#### Exercise objective
In the copy, keep every word of the data below and none of its pictures.

>>>

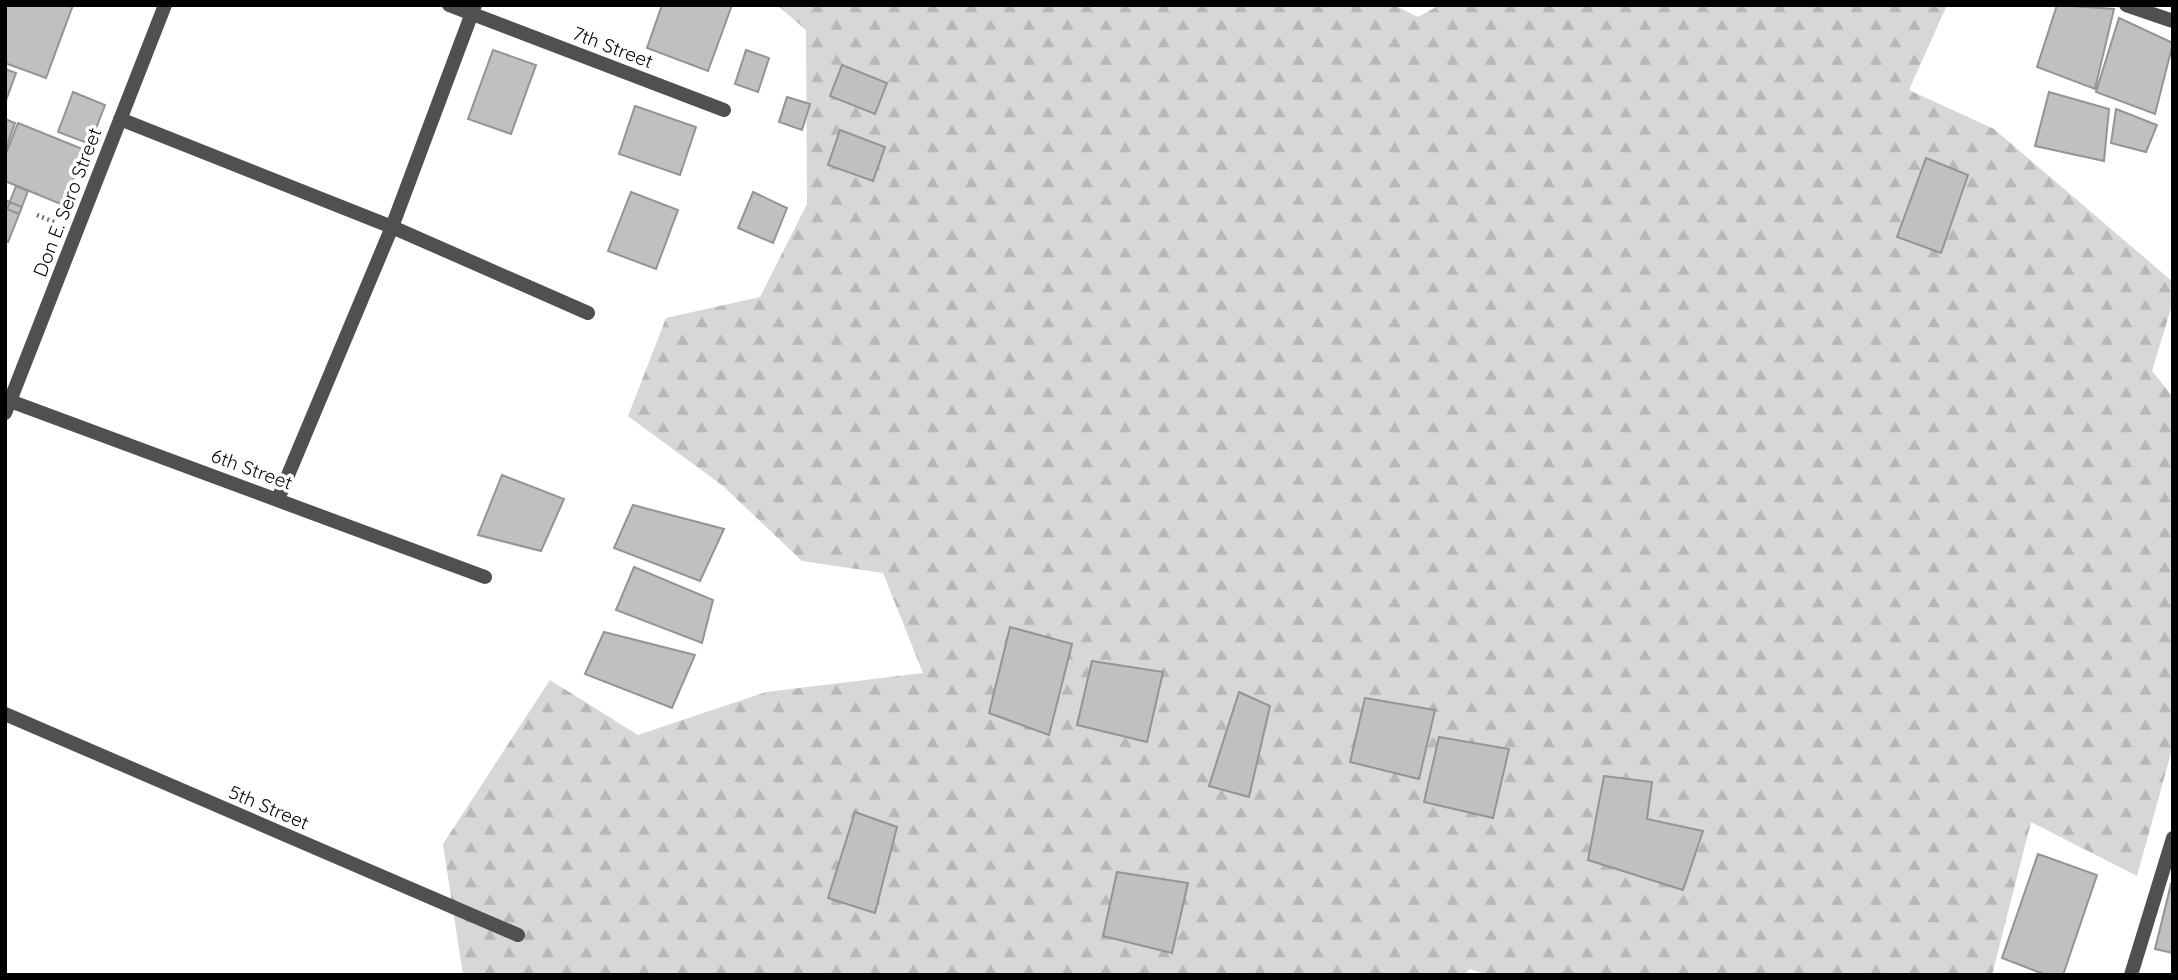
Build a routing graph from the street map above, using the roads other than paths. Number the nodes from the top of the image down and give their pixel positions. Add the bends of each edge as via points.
1 (165, 5) edge
2 (449, 5) edge
3 (2126, 5) edge
4 (473, 9) edge
5 (2173, 21) edge
6 (724, 110) dead end
7 (121, 119) junction
8 (392, 227) junction
9 (587, 313) dead end
10 (7, 405) edge
11 (278, 499) junction
12 (485, 577) dead end
13 (5, 714) edge
14 (2173, 838) edge
15 (2170, 859) edge
16 (518, 935) dead end
17 (2131, 975) edge

1 - 7 street, Don E. Sero Street
2 - 4 street, 7th Street
3 - 5 street
4 - 6 street, 7th Street
4 - 8 street
7 - 8 street
7 - 10 street, Don E. Sero Street
8 - 9 street
8 - 11 street
10 - 11 street, 6th Street
11 - 12 street, 6th Street
13 - 16 street, 5th Street
14 - 15 street
15 - 17 street

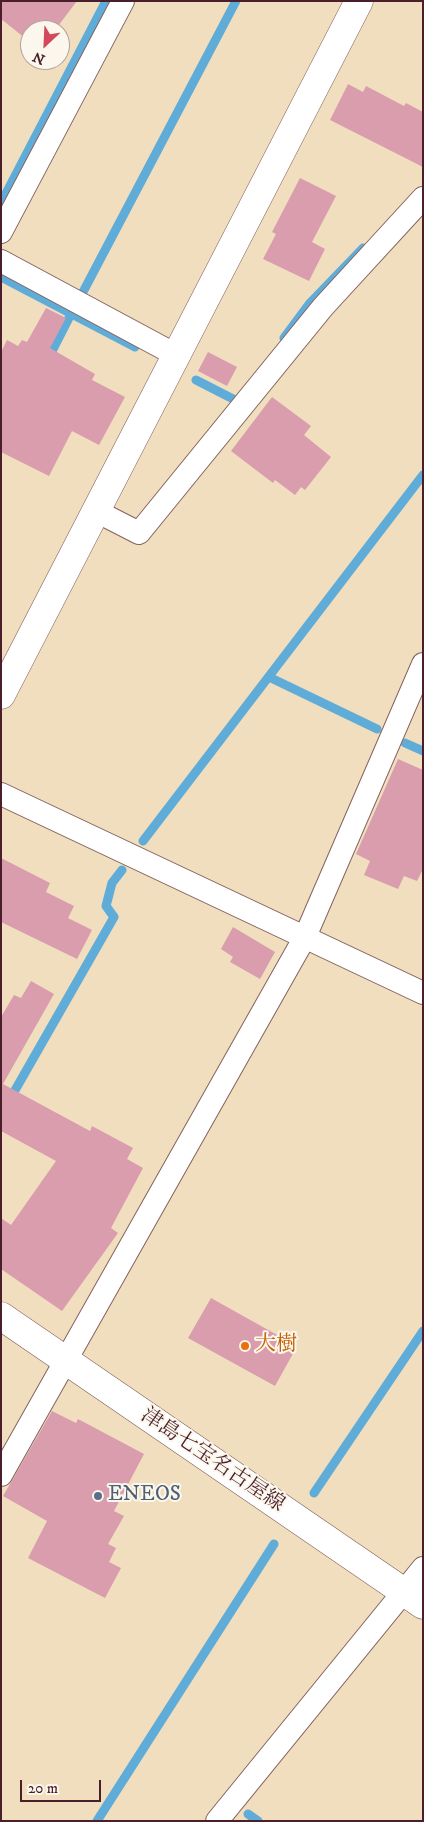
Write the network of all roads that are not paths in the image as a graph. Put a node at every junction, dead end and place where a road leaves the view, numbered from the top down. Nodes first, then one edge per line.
1 (123, 1) edge
2 (359, 1) edge
3 (423, 198) edge
4 (1, 232) edge
5 (1, 261) edge
6 (176, 355) junction
7 (96, 511) junction
8 (423, 664) edge
9 (1, 695) edge
10 (1, 794) edge
11 (305, 937) junction
12 (423, 993) edge
13 (1, 1316) edge
14 (66, 1361) junction
15 (1, 1475) edge
16 (423, 1568) edge
17 (413, 1598) edge
18 (217, 1821) edge

1 - 4 street
2 - 6 street
3 - 7 street
5 - 6 street
6 - 7 street
7 - 9 street
8 - 11 street
10 - 11 street
11 - 12 street
11 - 14 street
13 - 14 street, 津島七宝名古屋線
14 - 15 street
14 - 17 street, 津島七宝名古屋線
16 - 17 street
17 - 18 street

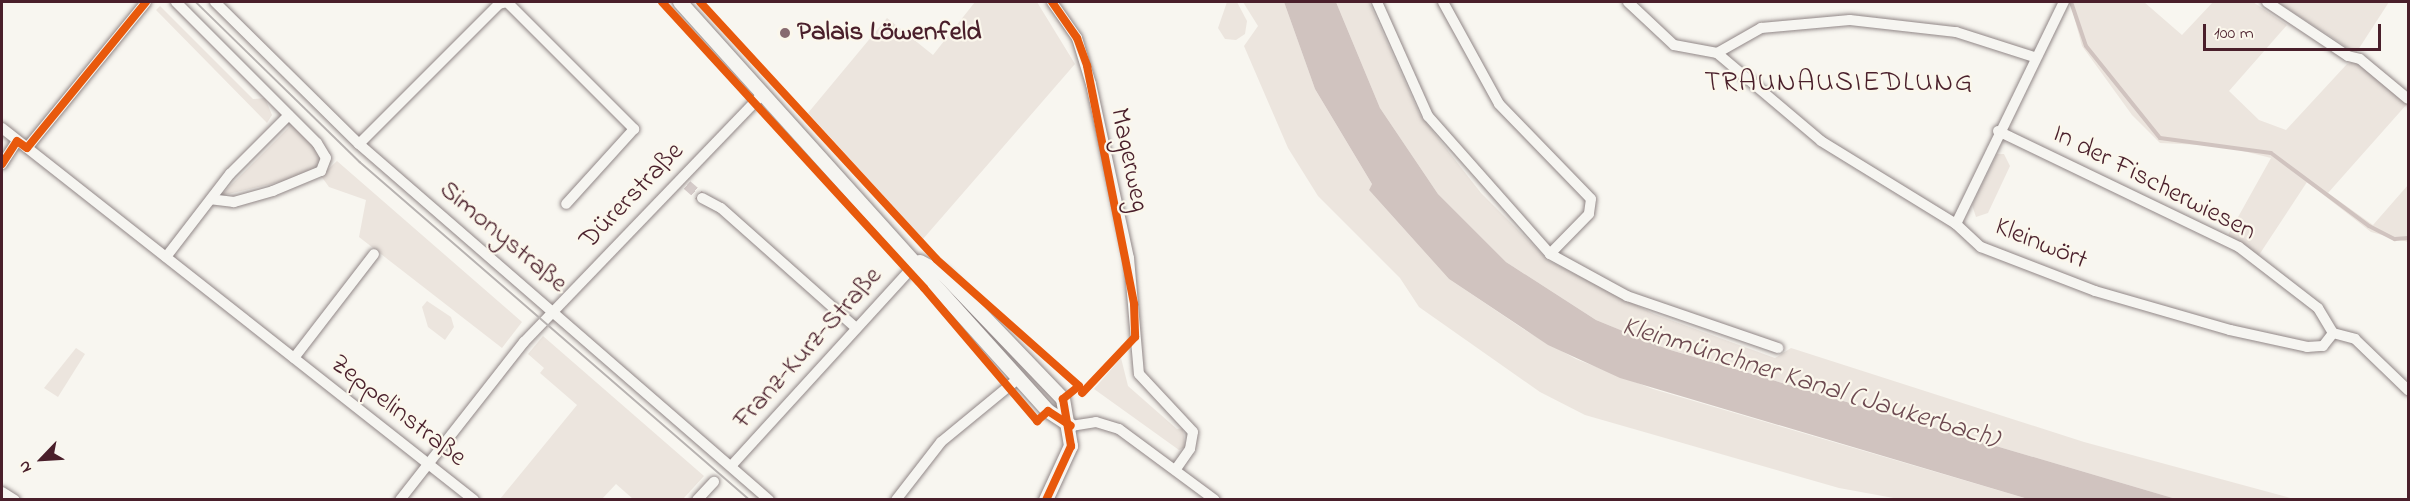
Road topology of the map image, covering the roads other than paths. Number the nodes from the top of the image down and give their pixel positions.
1 (146, 2) edge
2 (176, 2) edge
3 (503, 2) edge
4 (680, 2) edge
5 (1052, 2) edge
6 (1377, 2) edge
7 (1443, 2) edge
8 (1628, 2) edge
9 (2064, 2) edge
10 (2266, 2) edge
11 (222, 4) edge
12 (1717, 53) junction
13 (2034, 57) junction
14 (764, 93) junction
15 (2409, 99) edge
16 (289, 115) junction
17 (2, 128) edge
18 (1998, 131) junction
19 (17, 141) junction
20 (359, 144) junction
21 (27, 148) junction
22 (2, 164) edge
23 (702, 198) tunnel mouth
24 (211, 199) junction
25 (566, 204) dead end
26 (1956, 224) junction
27 (374, 254) dead end
28 (1550, 254) junction
29 (166, 257) junction
30 (918, 261) junction
31 (554, 310) junction
32 (856, 328) junction
33 (2333, 333) junction
34 (1778, 348) dead end
35 (294, 358) junction
36 (1019, 378) junction
37 (2409, 390) edge
38 (1071, 426) junction
39 (428, 464) junction
40 (732, 465) junction
41 (1176, 469) junction
42 (714, 482) dead end
43 (2, 492) edge
44 (15, 500) edge
45 (400, 500) edge
46 (474, 500) edge
47 (697, 500) edge
48 (770, 500) edge
49 (896, 500) edge
50 (1046, 500) edge
51 (1215, 500) edge

1 - 21 street
2 - 16 street
3 - 20 street
3 - 25 street
4 - 14 main road
5 - 41 street, Magerweg
6 - 28 street
7 - 28 street
8 - 12 street, Kleinwört
9 - 13 street
10 - 15 street
11 - 20 street, Simonystraße
12 - 13 street
12 - 26 street, Kleinwört
13 - 18 street
14 - 30 main road
14 - 31 street, Dürerstraße
16 - 24 street
16 - 24 street
17 - 19 street, Zeppelinstraße
18 - 26 street
18 - 33 street, In der Fischerwiesen
19 - 21 street, Zeppelinstraße
19 - 22 street
20 - 31 street, Simonystraße
21 - 29 street, Zeppelinstraße
23 - 32 street
24 - 29 street
26 - 33 street, Kleinwört
27 - 35 street, Zeppelinstraße
28 - 34 street
29 - 35 street, Zeppelinstraße
30 - 32 street, Franz-Kurz-Straße
30 - 36 main road
30 - 38 main road
31 - 39 street, Dürerstraße
31 - 40 street, Simonystraße
32 - 40 street, Franz-Kurz-Straße
33 - 37 street
35 - 39 street, Zeppelinstraße
36 - 38 main road
36 - 49 street
38 - 41 street
38 - 50 main road
39 - 45 street, Dürerstraße
39 - 46 street, Zeppelinstraße
40 - 48 street, Simonystraße
41 - 51 street
42 - 47 street
43 - 44 street

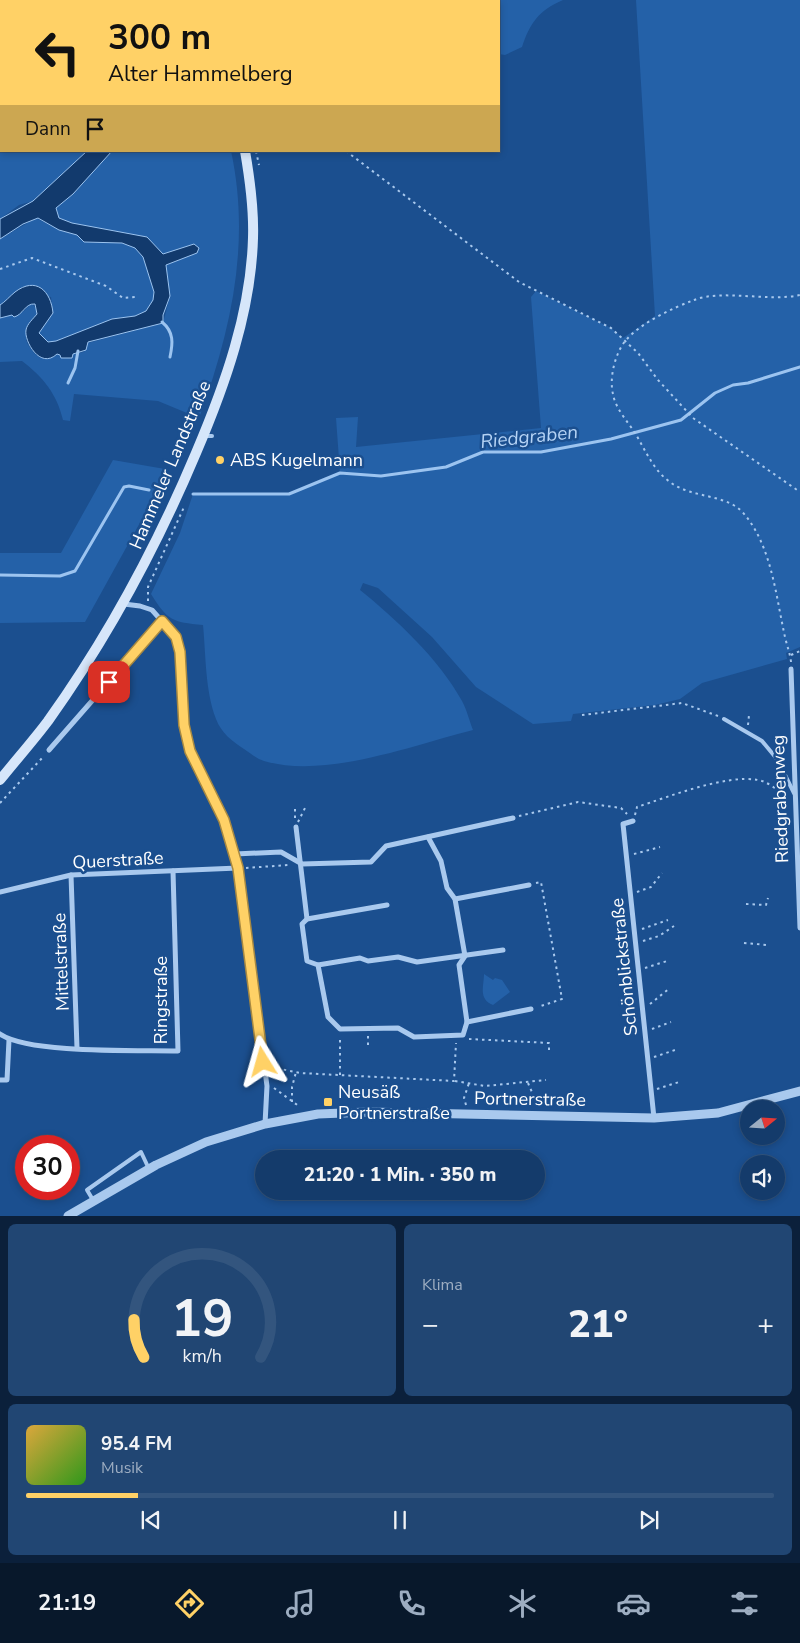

<<<

#### Response for this exercise
Build a routing graph from the street map above, using the roads other than paths. Number the nodes from the top of the image down and give their pixel positions. Add the bends of each edge as via points.
1 (165, 5) edge
2 (449, 5) edge
3 (2126, 5) edge
4 (473, 9) edge
5 (2173, 21) edge
6 (724, 110) dead end
7 (121, 119) junction
8 (392, 227) junction
9 (587, 313) dead end
10 (7, 405) edge
11 (278, 499) junction
12 (485, 577) dead end
13 (5, 714) edge
14 (2173, 838) edge
15 (2170, 859) edge
16 (518, 935) dead end
17 (2131, 975) edge

1 - 7 street, Don E. Sero Street
2 - 4 street, 7th Street
3 - 5 street
4 - 6 street, 7th Street
4 - 8 street
7 - 8 street
7 - 10 street, Don E. Sero Street
8 - 9 street
8 - 11 street
10 - 11 street, 6th Street
11 - 12 street, 6th Street
13 - 16 street, 5th Street
14 - 15 street
15 - 17 street

Write the network of all roads that are not paths in the image as a graph. Put a node at every junction, dead end and place where a road leaves the view, numbered from the top down. Nodes first, then one edge per line.
1 (123, 1) edge
2 (359, 1) edge
3 (423, 198) edge
4 (1, 232) edge
5 (1, 261) edge
6 (176, 355) junction
7 (96, 511) junction
8 (423, 664) edge
9 (1, 695) edge
10 (1, 794) edge
11 (305, 937) junction
12 (423, 993) edge
13 (1, 1316) edge
14 (66, 1361) junction
15 (1, 1475) edge
16 (423, 1568) edge
17 (413, 1598) edge
18 (217, 1821) edge

1 - 4 street
2 - 6 street
3 - 7 street
5 - 6 street
6 - 7 street
7 - 9 street
8 - 11 street
10 - 11 street
11 - 12 street
11 - 14 street
13 - 14 street, 津島七宝名古屋線
14 - 15 street
14 - 17 street, 津島七宝名古屋線
16 - 17 street
17 - 18 street

Road topology of the map image, covering the roads other than paths. Number the nodes from the top of the image down and give their pixel positions.
1 (146, 2) edge
2 (176, 2) edge
3 (503, 2) edge
4 (680, 2) edge
5 (1052, 2) edge
6 (1377, 2) edge
7 (1443, 2) edge
8 (1628, 2) edge
9 (2064, 2) edge
10 (2266, 2) edge
11 (222, 4) edge
12 (1717, 53) junction
13 (2034, 57) junction
14 (764, 93) junction
15 (2409, 99) edge
16 (289, 115) junction
17 (2, 128) edge
18 (1998, 131) junction
19 (17, 141) junction
20 (359, 144) junction
21 (27, 148) junction
22 (2, 164) edge
23 (702, 198) tunnel mouth
24 (211, 199) junction
25 (566, 204) dead end
26 (1956, 224) junction
27 (374, 254) dead end
28 (1550, 254) junction
29 (166, 257) junction
30 (918, 261) junction
31 (554, 310) junction
32 (856, 328) junction
33 (2333, 333) junction
34 (1778, 348) dead end
35 (294, 358) junction
36 (1019, 378) junction
37 (2409, 390) edge
38 (1071, 426) junction
39 (428, 464) junction
40 (732, 465) junction
41 (1176, 469) junction
42 (714, 482) dead end
43 (2, 492) edge
44 (15, 500) edge
45 (400, 500) edge
46 (474, 500) edge
47 (697, 500) edge
48 (770, 500) edge
49 (896, 500) edge
50 (1046, 500) edge
51 (1215, 500) edge

1 - 21 street
2 - 16 street
3 - 20 street
3 - 25 street
4 - 14 main road
5 - 41 street, Magerweg
6 - 28 street
7 - 28 street
8 - 12 street, Kleinwört
9 - 13 street
10 - 15 street
11 - 20 street, Simonystraße
12 - 13 street
12 - 26 street, Kleinwört
13 - 18 street
14 - 30 main road
14 - 31 street, Dürerstraße
16 - 24 street
16 - 24 street
17 - 19 street, Zeppelinstraße
18 - 26 street
18 - 33 street, In der Fischerwiesen
19 - 21 street, Zeppelinstraße
19 - 22 street
20 - 31 street, Simonystraße
21 - 29 street, Zeppelinstraße
23 - 32 street
24 - 29 street
26 - 33 street, Kleinwört
27 - 35 street, Zeppelinstraße
28 - 34 street
29 - 35 street, Zeppelinstraße
30 - 32 street, Franz-Kurz-Straße
30 - 36 main road
30 - 38 main road
31 - 39 street, Dürerstraße
31 - 40 street, Simonystraße
32 - 40 street, Franz-Kurz-Straße
33 - 37 street
35 - 39 street, Zeppelinstraße
36 - 38 main road
36 - 49 street
38 - 41 street
38 - 50 main road
39 - 45 street, Dürerstraße
39 - 46 street, Zeppelinstraße
40 - 48 street, Simonystraße
41 - 51 street
42 - 47 street
43 - 44 street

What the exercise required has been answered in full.